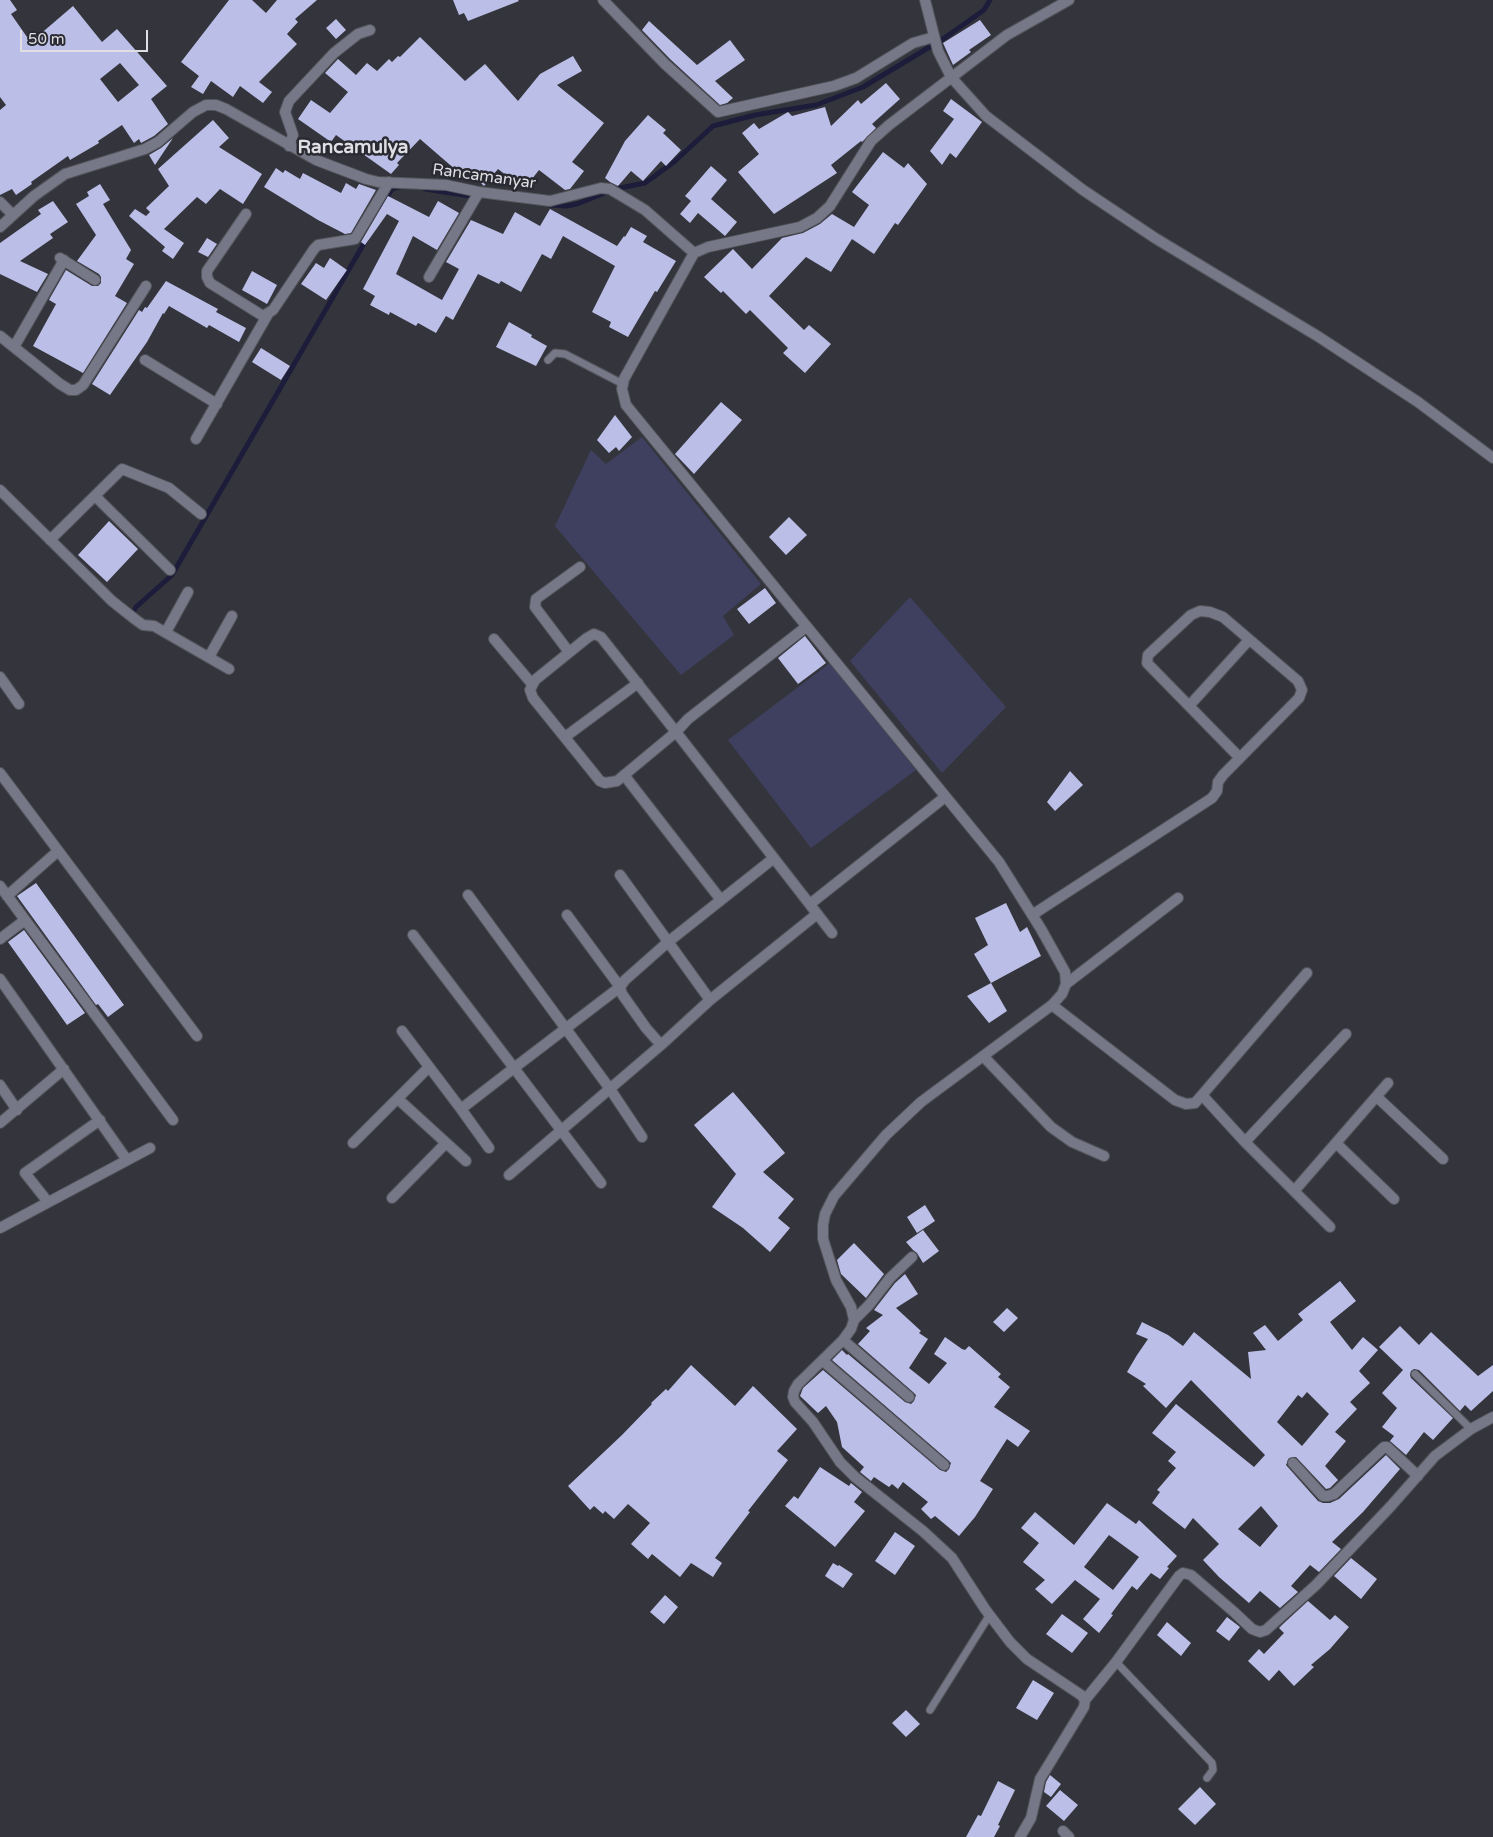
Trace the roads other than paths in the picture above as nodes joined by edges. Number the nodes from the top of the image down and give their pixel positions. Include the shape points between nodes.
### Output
1 (602, 0) edge
2 (925, 0) edge
3 (1069, 0) edge
4 (370, 30) dead end
5 (934, 38) junction
6 (951, 77) junction
7 (289, 146) junction
8 (389, 182) junction
9 (479, 192) junction
10 (0, 202) edge
11 (246, 214) dead end
12 (13, 215) junction
13 (0, 226) edge
14 (694, 254) junction
15 (429, 277) dead end
16 (95, 280) dead end
17 (146, 286) dead end
18 (268, 314) junction
19 (0, 336) edge
20 (14, 347) junction
21 (145, 360) dead end
22 (548, 360) dead end
23 (623, 384) junction
24 (217, 404) junction
25 (196, 439) dead end
26 (1493, 458) edge
27 (0, 490) edge
28 (95, 496) junction
29 (201, 514) dead end
30 (50, 540) junction
31 (580, 567) dead end
32 (170, 570) dead end
33 (188, 592) dead end
34 (232, 616) dead end
35 (806, 627) junction
36 (166, 632) junction
37 (494, 639) dead end
38 (1249, 640) junction
39 (569, 652) junction
40 (209, 657) junction
41 (229, 669) dead end
42 (0, 677) edge
43 (638, 683) junction
44 (532, 684) junction
45 (19, 704) dead end
46 (1189, 706) junction
47 (676, 732) junction
48 (565, 737) junction
49 (1240, 758) junction
50 (0, 773) edge
51 (624, 775) junction
52 (946, 796) junction
53 (58, 851) junction
54 (774, 858) junction
55 (620, 875) dead end
56 (0, 886) edge
57 (468, 895) dead end
58 (7, 896) junction
59 (1178, 898) dead end
60 (722, 900) junction
61 (810, 904) junction
62 (817, 914) junction
63 (567, 915) dead end
64 (1032, 915) junction
65 (25, 920) junction
66 (832, 933) dead end
67 (413, 935) dead end
68 (0, 939) edge
69 (668, 942) junction
70 (1307, 973) dead end
71 (0, 979) edge
72 (1066, 984) junction
73 (620, 987) junction
74 (710, 1000) junction
75 (1052, 1005) junction
76 (566, 1029) junction
77 (402, 1031) dead end
78 (1346, 1034) dead end
79 (197, 1036) dead end
80 (661, 1045) junction
81 (983, 1056) junction
82 (429, 1067) junction
83 (514, 1068) junction
84 (64, 1069) junction
85 (1388, 1083) dead end
86 (0, 1085) edge
87 (610, 1089) junction
88 (1202, 1095) junction
89 (1377, 1097) junction
90 (398, 1099) junction
91 (461, 1108) junction
92 (17, 1110) junction
93 (100, 1120) junction
94 (173, 1120) dead end
95 (0, 1123) edge
96 (561, 1129) junction
97 (642, 1137) dead end
98 (1245, 1142) junction
99 (353, 1143) dead end
100 (446, 1143) junction
101 (1336, 1143) junction
102 (150, 1148) dead end
103 (489, 1148) dead end
104 (1104, 1156) dead end
105 (1443, 1159) dead end
106 (127, 1160) junction
107 (466, 1161) dead end
108 (509, 1175) dead end
109 (601, 1183) dead end
110 (1295, 1190) junction
111 (392, 1198) dead end
112 (1394, 1199) dead end
113 (48, 1202) junction
114 (1330, 1227) dead end
115 (0, 1228) edge
116 (912, 1257) dead end
117 (854, 1320) junction
118 (843, 1340) junction
119 (823, 1361) junction
120 (1414, 1374) dead end
121 (909, 1397) dead end
122 (1493, 1417) edge
123 (1471, 1429) junction
124 (1294, 1463) dead end
125 (944, 1465) dead end
126 (1418, 1476) junction
127 (990, 1616) junction
128 (1116, 1662) junction
129 (1085, 1700) junction
130 (930, 1710) dead end
131 (1207, 1778) dead end
132 (1020, 1837) edge

1 - 5 street via 665,64 720,112 834,86 856,78 913,43
2 - 5 street
3 - 6 street via 1007,35
4 - 7 street via 358,34 334,53 289,101 285,112 293,135
5 - 6 street
6 - 14 street via 871,141 830,206 817,218 800,227 708,247
6 - 26 street via 986,116 1083,190 1154,238 1327,342 1418,402
7 - 8 street, Rancamanyar via 359,178
7 - 12 street, Rancamanyar via 221,107 206,105 145,149 65,174
8 - 9 street, Rancamanyar
8 - 18 street via 356,239 318,245
9 - 14 street, Rancamanyar via 550,201 601,188 610,189 645,210
9 - 15 street
10 - 12 street
11 - 18 street via 207,272 207,277 210,283 263,316
12 - 13 street, Rancamanyar
14 - 23 street
16 - 20 street via 61,259
17 - 20 street via 83,385 76,390 60,384
18 - 24 street
19 - 20 street
21 - 24 street
22 - 23 lane via 555,353 565,354
23 - 35 street via 626,405
24 - 25 street
27 - 30 street
28 - 29 street via 122,469 169,488
28 - 30 street
28 - 32 street
30 - 36 street via 112,601 143,625
31 - 39 street via 536,599 536,608
33 - 36 street
34 - 40 street
35 - 47 street via 688,719
35 - 52 street
36 - 40 street
37 - 44 street
38 - 46 street
38 - 46 street via 1223,617 1200,611 1191,615 1148,655 1147,663
38 - 49 street via 1298,681 1302,690 1299,698
39 - 43 street via 594,634 601,638
39 - 44 street
40 - 41 street
42 - 45 street
43 - 47 street
43 - 48 street
44 - 48 street via 533,698
46 - 49 street
47 - 51 street
47 - 54 street
48 - 51 street via 600,781 610,784
49 - 64 street via 1218,782 1212,798
50 - 53 street
51 - 60 street
52 - 61 street
52 - 64 street via 999,862
53 - 58 street
53 - 79 street
54 - 60 street
54 - 61 street
55 - 69 street
56 - 58 street
57 - 76 street
58 - 65 street
59 - 72 street
60 - 69 street
61 - 62 street
62 - 66 street
62 - 74 street
63 - 73 street
64 - 72 street via 1065,972
65 - 68 street
65 - 94 street
67 - 83 street
69 - 73 street
69 - 74 street
70 - 88 street
71 - 84 street
72 - 75 street
73 - 76 street
73 - 80 street
74 - 80 street
75 - 81 street
75 - 88 street via 1175,1100 1195,1103
76 - 83 street
76 - 87 street
77 - 82 street
78 - 98 street
80 - 87 street
81 - 104 street via 1051,1127 1072,1142
81 - 117 street via 921,1102 886,1135 834,1196 825,1214 823,1239 836,1280 851,1307
82 - 90 street
82 - 91 street
83 - 91 street
83 - 96 street
84 - 92 street
84 - 93 street
85 - 89 street
86 - 92 street
87 - 96 street
87 - 97 street
88 - 98 street
89 - 101 street
89 - 105 street
90 - 99 street
90 - 100 street
91 - 103 street
92 - 95 street
93 - 106 street
93 - 113 street via 25,1174
96 - 108 street
96 - 109 street
98 - 110 street
100 - 107 street
100 - 111 street
101 - 110 street
101 - 112 street
102 - 106 street
106 - 113 street
110 - 114 street
113 - 115 street
116 - 117 street
117 - 118 street
118 - 119 street
118 - 121 street
119 - 125 street
119 - 127 street via 798,1384 794,1391 795,1402 855,1477 940,1546 962,1571
120 - 123 lane
122 - 123 street
123 - 126 street via 1435,1456
124 - 126 street via 1323,1496 1334,1494 1384,1447
126 - 128 street via 1316,1585 1266,1630 1252,1629 1191,1575 1183,1573
127 - 129 street via 1027,1659
127 - 130 lane
128 - 129 street
128 - 131 lane via 1212,1763 1213,1770
129 - 132 street via 1084,1707 1040,1779 1031,1818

····················

* **Required work**:
All entries must come back exactly as written, though without their pictures.

* **Answer to the exercise**:
Trace the roads other than paths in the picture above as nodes joined by edges. Number the nodes from the top of the image down and give their pixel positions. Include the shape points between nodes.
### Output
1 (602, 0) edge
2 (925, 0) edge
3 (1069, 0) edge
4 (370, 30) dead end
5 (934, 38) junction
6 (951, 77) junction
7 (289, 146) junction
8 (389, 182) junction
9 (479, 192) junction
10 (0, 202) edge
11 (246, 214) dead end
12 (13, 215) junction
13 (0, 226) edge
14 (694, 254) junction
15 (429, 277) dead end
16 (95, 280) dead end
17 (146, 286) dead end
18 (268, 314) junction
19 (0, 336) edge
20 (14, 347) junction
21 (145, 360) dead end
22 (548, 360) dead end
23 (623, 384) junction
24 (217, 404) junction
25 (196, 439) dead end
26 (1493, 458) edge
27 (0, 490) edge
28 (95, 496) junction
29 (201, 514) dead end
30 (50, 540) junction
31 (580, 567) dead end
32 (170, 570) dead end
33 (188, 592) dead end
34 (232, 616) dead end
35 (806, 627) junction
36 (166, 632) junction
37 (494, 639) dead end
38 (1249, 640) junction
39 (569, 652) junction
40 (209, 657) junction
41 (229, 669) dead end
42 (0, 677) edge
43 (638, 683) junction
44 (532, 684) junction
45 (19, 704) dead end
46 (1189, 706) junction
47 (676, 732) junction
48 (565, 737) junction
49 (1240, 758) junction
50 (0, 773) edge
51 (624, 775) junction
52 (946, 796) junction
53 (58, 851) junction
54 (774, 858) junction
55 (620, 875) dead end
56 (0, 886) edge
57 (468, 895) dead end
58 (7, 896) junction
59 (1178, 898) dead end
60 (722, 900) junction
61 (810, 904) junction
62 (817, 914) junction
63 (567, 915) dead end
64 (1032, 915) junction
65 (25, 920) junction
66 (832, 933) dead end
67 (413, 935) dead end
68 (0, 939) edge
69 (668, 942) junction
70 (1307, 973) dead end
71 (0, 979) edge
72 (1066, 984) junction
73 (620, 987) junction
74 (710, 1000) junction
75 (1052, 1005) junction
76 (566, 1029) junction
77 (402, 1031) dead end
78 (1346, 1034) dead end
79 (197, 1036) dead end
80 (661, 1045) junction
81 (983, 1056) junction
82 (429, 1067) junction
83 (514, 1068) junction
84 (64, 1069) junction
85 (1388, 1083) dead end
86 (0, 1085) edge
87 (610, 1089) junction
88 (1202, 1095) junction
89 (1377, 1097) junction
90 (398, 1099) junction
91 (461, 1108) junction
92 (17, 1110) junction
93 (100, 1120) junction
94 (173, 1120) dead end
95 (0, 1123) edge
96 (561, 1129) junction
97 (642, 1137) dead end
98 (1245, 1142) junction
99 (353, 1143) dead end
100 (446, 1143) junction
101 (1336, 1143) junction
102 (150, 1148) dead end
103 (489, 1148) dead end
104 (1104, 1156) dead end
105 (1443, 1159) dead end
106 (127, 1160) junction
107 (466, 1161) dead end
108 (509, 1175) dead end
109 (601, 1183) dead end
110 (1295, 1190) junction
111 (392, 1198) dead end
112 (1394, 1199) dead end
113 (48, 1202) junction
114 (1330, 1227) dead end
115 (0, 1228) edge
116 (912, 1257) dead end
117 (854, 1320) junction
118 (843, 1340) junction
119 (823, 1361) junction
120 (1414, 1374) dead end
121 (909, 1397) dead end
122 (1493, 1417) edge
123 (1471, 1429) junction
124 (1294, 1463) dead end
125 (944, 1465) dead end
126 (1418, 1476) junction
127 (990, 1616) junction
128 (1116, 1662) junction
129 (1085, 1700) junction
130 (930, 1710) dead end
131 (1207, 1778) dead end
132 (1020, 1837) edge

1 - 5 street via 665,64 720,112 834,86 856,78 913,43
2 - 5 street
3 - 6 street via 1007,35
4 - 7 street via 358,34 334,53 289,101 285,112 293,135
5 - 6 street
6 - 14 street via 871,141 830,206 817,218 800,227 708,247
6 - 26 street via 986,116 1083,190 1154,238 1327,342 1418,402
7 - 8 street, Rancamanyar via 359,178
7 - 12 street, Rancamanyar via 221,107 206,105 145,149 65,174
8 - 9 street, Rancamanyar
8 - 18 street via 356,239 318,245
9 - 14 street, Rancamanyar via 550,201 601,188 610,189 645,210
9 - 15 street
10 - 12 street
11 - 18 street via 207,272 207,277 210,283 263,316
12 - 13 street, Rancamanyar
14 - 23 street
16 - 20 street via 61,259
17 - 20 street via 83,385 76,390 60,384
18 - 24 street
19 - 20 street
21 - 24 street
22 - 23 lane via 555,353 565,354
23 - 35 street via 626,405
24 - 25 street
27 - 30 street
28 - 29 street via 122,469 169,488
28 - 30 street
28 - 32 street
30 - 36 street via 112,601 143,625
31 - 39 street via 536,599 536,608
33 - 36 street
34 - 40 street
35 - 47 street via 688,719
35 - 52 street
36 - 40 street
37 - 44 street
38 - 46 street
38 - 46 street via 1223,617 1200,611 1191,615 1148,655 1147,663
38 - 49 street via 1298,681 1302,690 1299,698
39 - 43 street via 594,634 601,638
39 - 44 street
40 - 41 street
42 - 45 street
43 - 47 street
43 - 48 street
44 - 48 street via 533,698
46 - 49 street
47 - 51 street
47 - 54 street
48 - 51 street via 600,781 610,784
49 - 64 street via 1218,782 1212,798
50 - 53 street
51 - 60 street
52 - 61 street
52 - 64 street via 999,862
53 - 58 street
53 - 79 street
54 - 60 street
54 - 61 street
55 - 69 street
56 - 58 street
57 - 76 street
58 - 65 street
59 - 72 street
60 - 69 street
61 - 62 street
62 - 66 street
62 - 74 street
63 - 73 street
64 - 72 street via 1065,972
65 - 68 street
65 - 94 street
67 - 83 street
69 - 73 street
69 - 74 street
70 - 88 street
71 - 84 street
72 - 75 street
73 - 76 street
73 - 80 street
74 - 80 street
75 - 81 street
75 - 88 street via 1175,1100 1195,1103
76 - 83 street
76 - 87 street
77 - 82 street
78 - 98 street
80 - 87 street
81 - 104 street via 1051,1127 1072,1142
81 - 117 street via 921,1102 886,1135 834,1196 825,1214 823,1239 836,1280 851,1307
82 - 90 street
82 - 91 street
83 - 91 street
83 - 96 street
84 - 92 street
84 - 93 street
85 - 89 street
86 - 92 street
87 - 96 street
87 - 97 street
88 - 98 street
89 - 101 street
89 - 105 street
90 - 99 street
90 - 100 street
91 - 103 street
92 - 95 street
93 - 106 street
93 - 113 street via 25,1174
96 - 108 street
96 - 109 street
98 - 110 street
100 - 107 street
100 - 111 street
101 - 110 street
101 - 112 street
102 - 106 street
106 - 113 street
110 - 114 street
113 - 115 street
116 - 117 street
117 - 118 street
118 - 119 street
118 - 121 street
119 - 125 street
119 - 127 street via 798,1384 794,1391 795,1402 855,1477 940,1546 962,1571
120 - 123 lane
122 - 123 street
123 - 126 street via 1435,1456
124 - 126 street via 1323,1496 1334,1494 1384,1447
126 - 128 street via 1316,1585 1266,1630 1252,1629 1191,1575 1183,1573
127 - 129 street via 1027,1659
127 - 130 lane
128 - 129 street
128 - 131 lane via 1212,1763 1213,1770
129 - 132 street via 1084,1707 1040,1779 1031,1818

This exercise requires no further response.